UUIDs sort lexicographically by class, then chronologically within each class. tsdb validates but never generates UUIDs — they are always user-supplied.

Escaping

Only four bytes require escaping inside keys or values:

Byte Escaped
\t \x09
\n \x0A
= \x3D
\ \\

Everything else — CJK, emoji, accented Latin, spaces — passes through unescaped.


Action File

An action file is UTF-8 text. Each line is one operation, using the same format as the DOTSV pending section:

# comment (ignored)

+NGk26cHcv001	name=Alice	city=東京	age=30
+NGk26cHdn002	name=Bob	city=大阪

~NGk26cHcv001	city=京都	age=31

-NGk26cHdn002

!EGk26cICK001	name=Carol	city=London

Opcodes

Opcode Name Behavior
+ Append Insert new record — error if UUID exists
- Delete Remove record — error if UUID missing
~ Patch Update named fields — error if UUID missing
! Upsert Full replace if exists, insert if not — no error

Patch semantics: list only the fields to change. To delete a field, set its value to \x00. A patch that would remove all fields is rejected.

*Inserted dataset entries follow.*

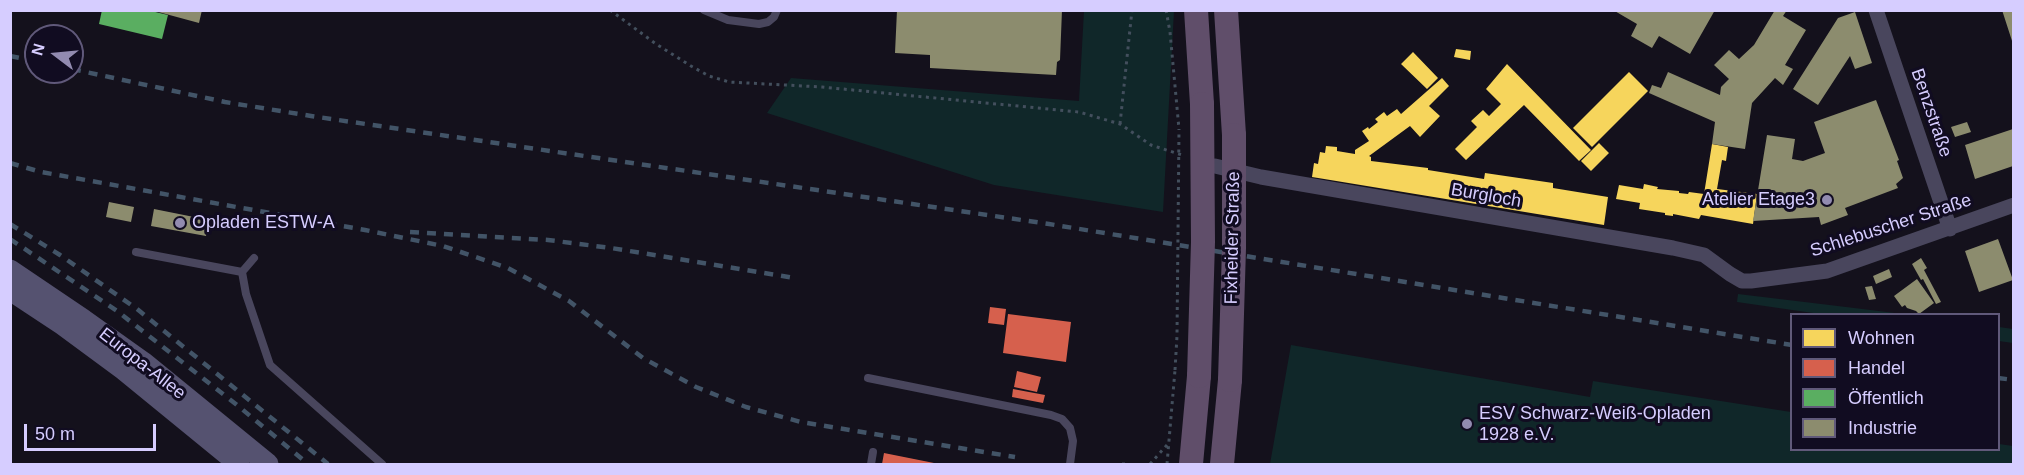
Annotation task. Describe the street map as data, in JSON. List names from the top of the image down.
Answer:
{
  "streets": {
    "highway": ["Fixheider Straße"],
    "main road": ["Europa-Allee"],
    "street": ["Benzstraße", "Burgloch", "Schlebuscher Straße"]
  },
  "crossings": [
    ["Benzstraße", "Schlebuscher Straße"],
    ["Burgloch", "Schlebuscher Straße"]
  ],
  "places": ["Atelier Etage3", "Opladen ESTW-A", "ESV Schwarz-Weiß-Opladen 1928 e.V."],
  "legend": [
    "Wohnen",
    "Handel",
    "Öffentlich",
    "Industrie"
  ],
  "scale_bar": "50 m",
  "north": "left"
}
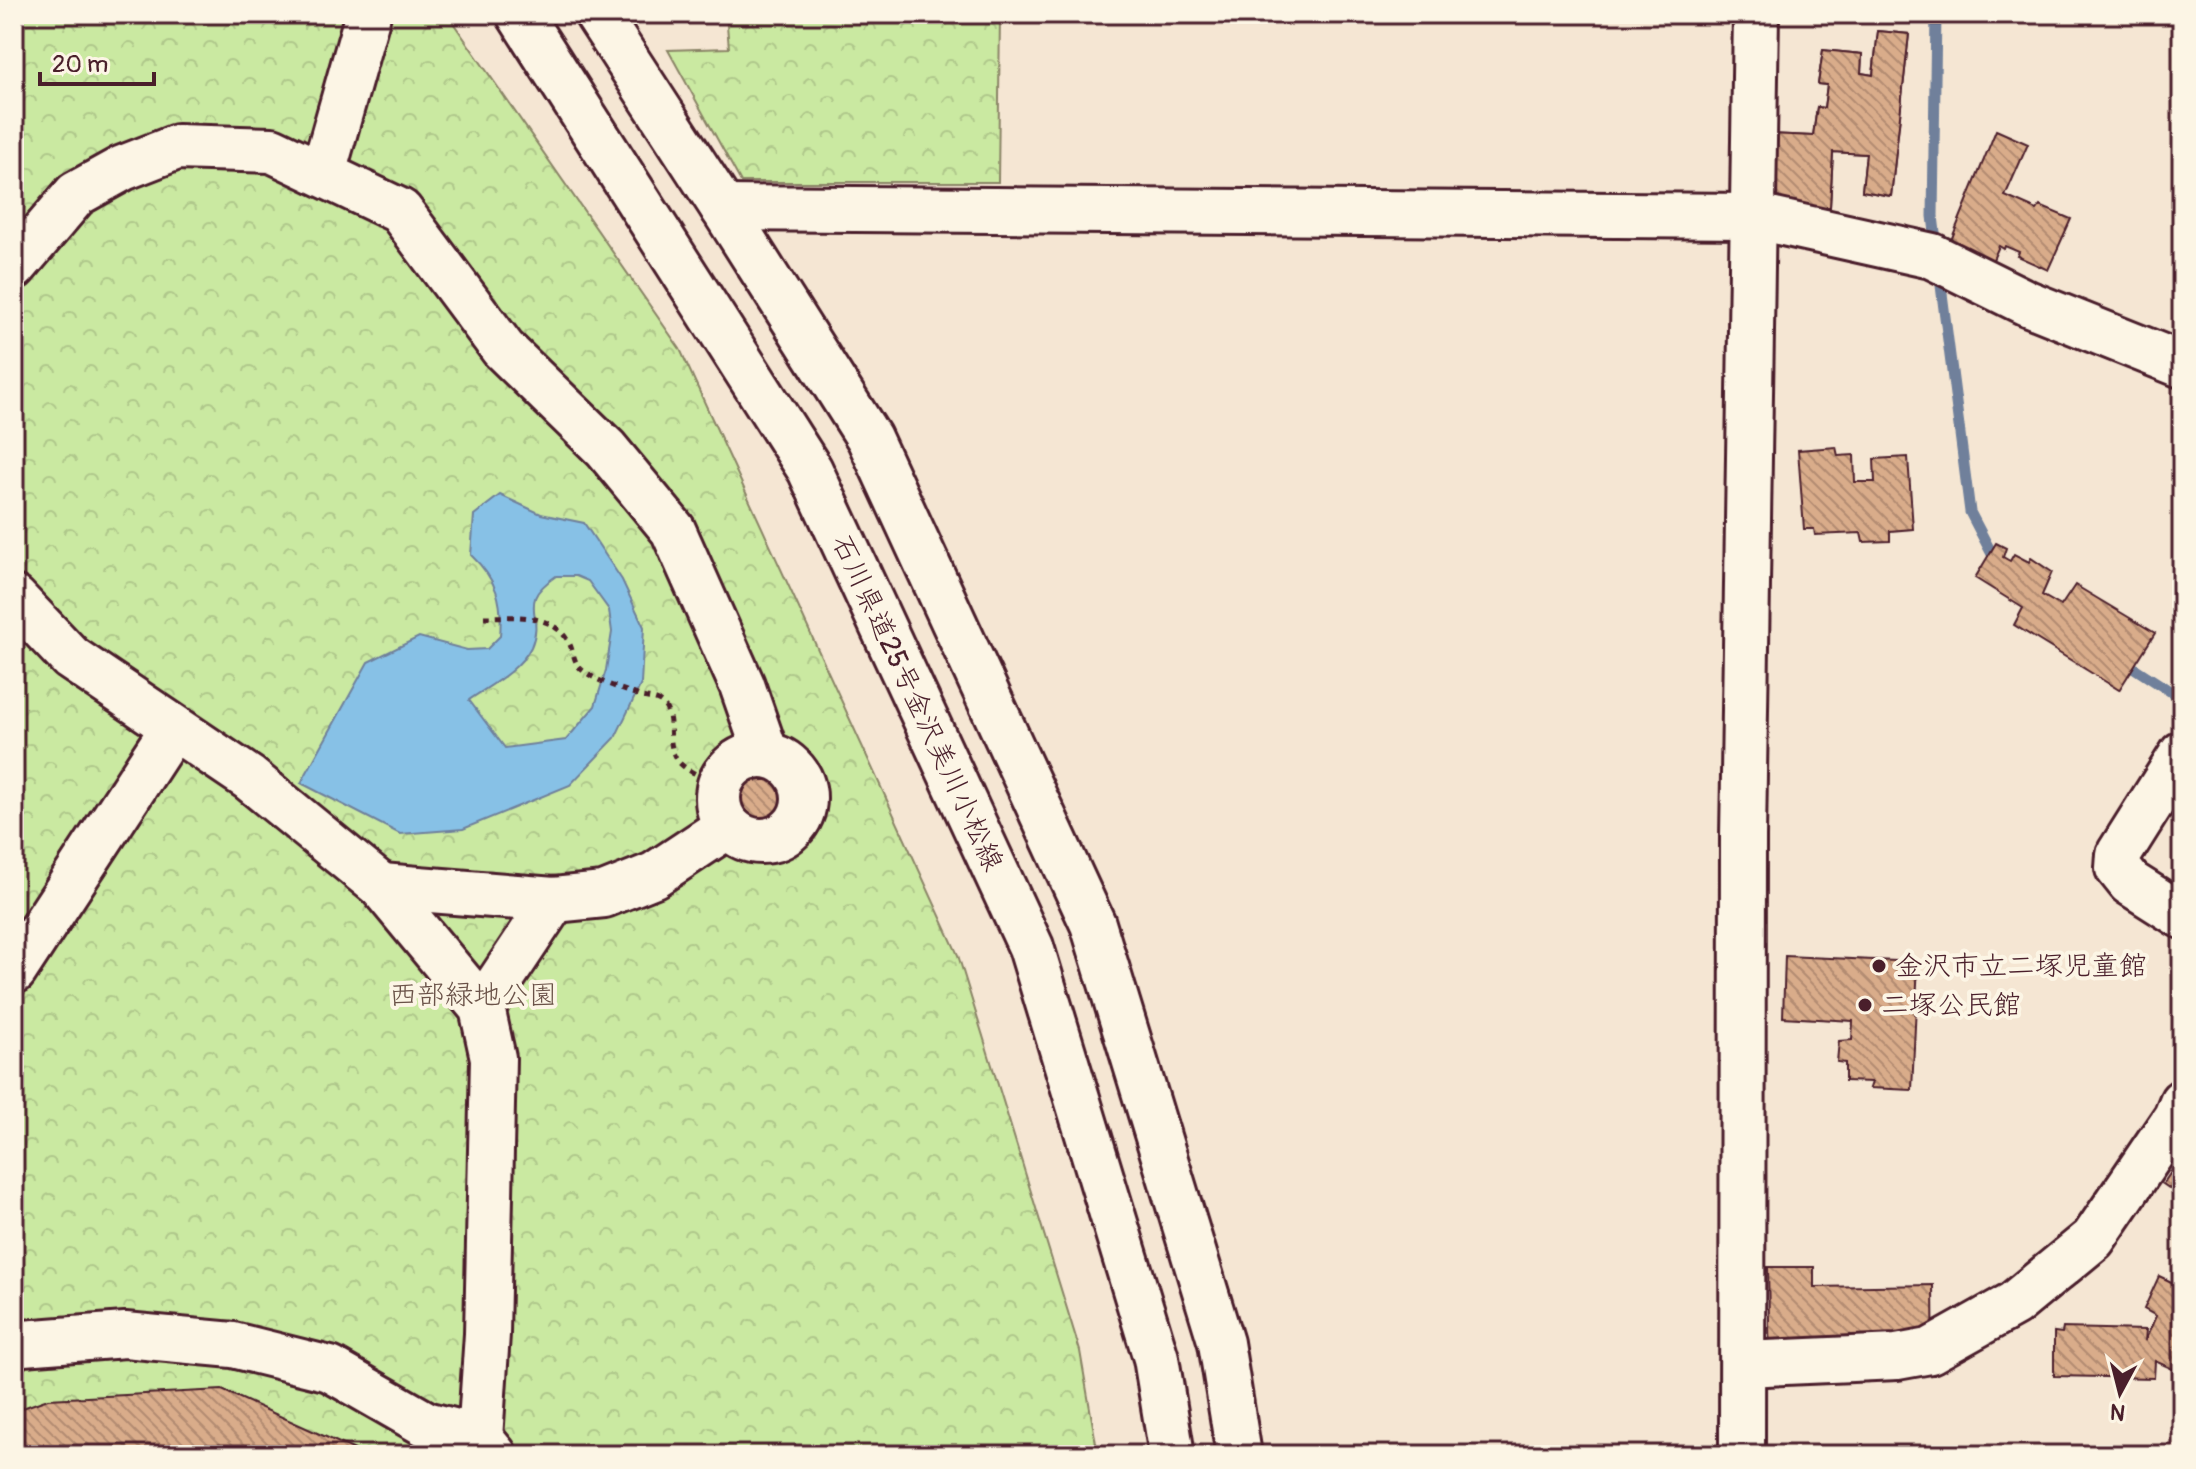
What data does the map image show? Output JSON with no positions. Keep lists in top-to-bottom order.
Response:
{
  "streets": {
    "street": ["石川県道25号金沢美川小松線"]
  },
  "parks": ["西部緑地公園"],
  "places": ["金沢市立二塚児童館", "二塚公民館"],
  "scale_bar": "20 m",
  "north": "bottom"
}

Strict mode (default): any conflict aborts the run. The .dov file is not modified until all operations are validated.


Common Operations

Append a record

Create input.txt with a + line — one tab-separated field per column after the UUID:

+NGk26cHcv001	name=Alice	city=東京	age=30
tsdb mydb.dov input.txt

Errors if NGk26cHcv001 already exists.

Modify a record

Use ~ and list only the fields to change. Unlisted fields are left untouched:

~NGk26cHcv001	city=京都	age=31

To delete a specific field, set its value to \x00:

~NGk26cHcv001	age=\x00

Errors if the UUID does not exist.

Delete a record

Use - with just the UUID:

-NGk26cHcv001

Errors if the UUID does not exist.

Combining operations

Multiple operations in one file are validated together, then applied atomically:

+PGk26cHcv001	name=Dave	role=admin
~NGk26cHcv001	city=大阪
-NGk26cHdn002
tsdb mydb.dov input.txt

--relate — Build Inverted Indexes

--relate compacts a .dov file and generates two companion index files that support fast key/value lookups:

tsdb --relate users.dov
# creates: users.kv.rtv  (key → value → UUIDs)
#          users.vk.rtv  (value → key → UUIDs)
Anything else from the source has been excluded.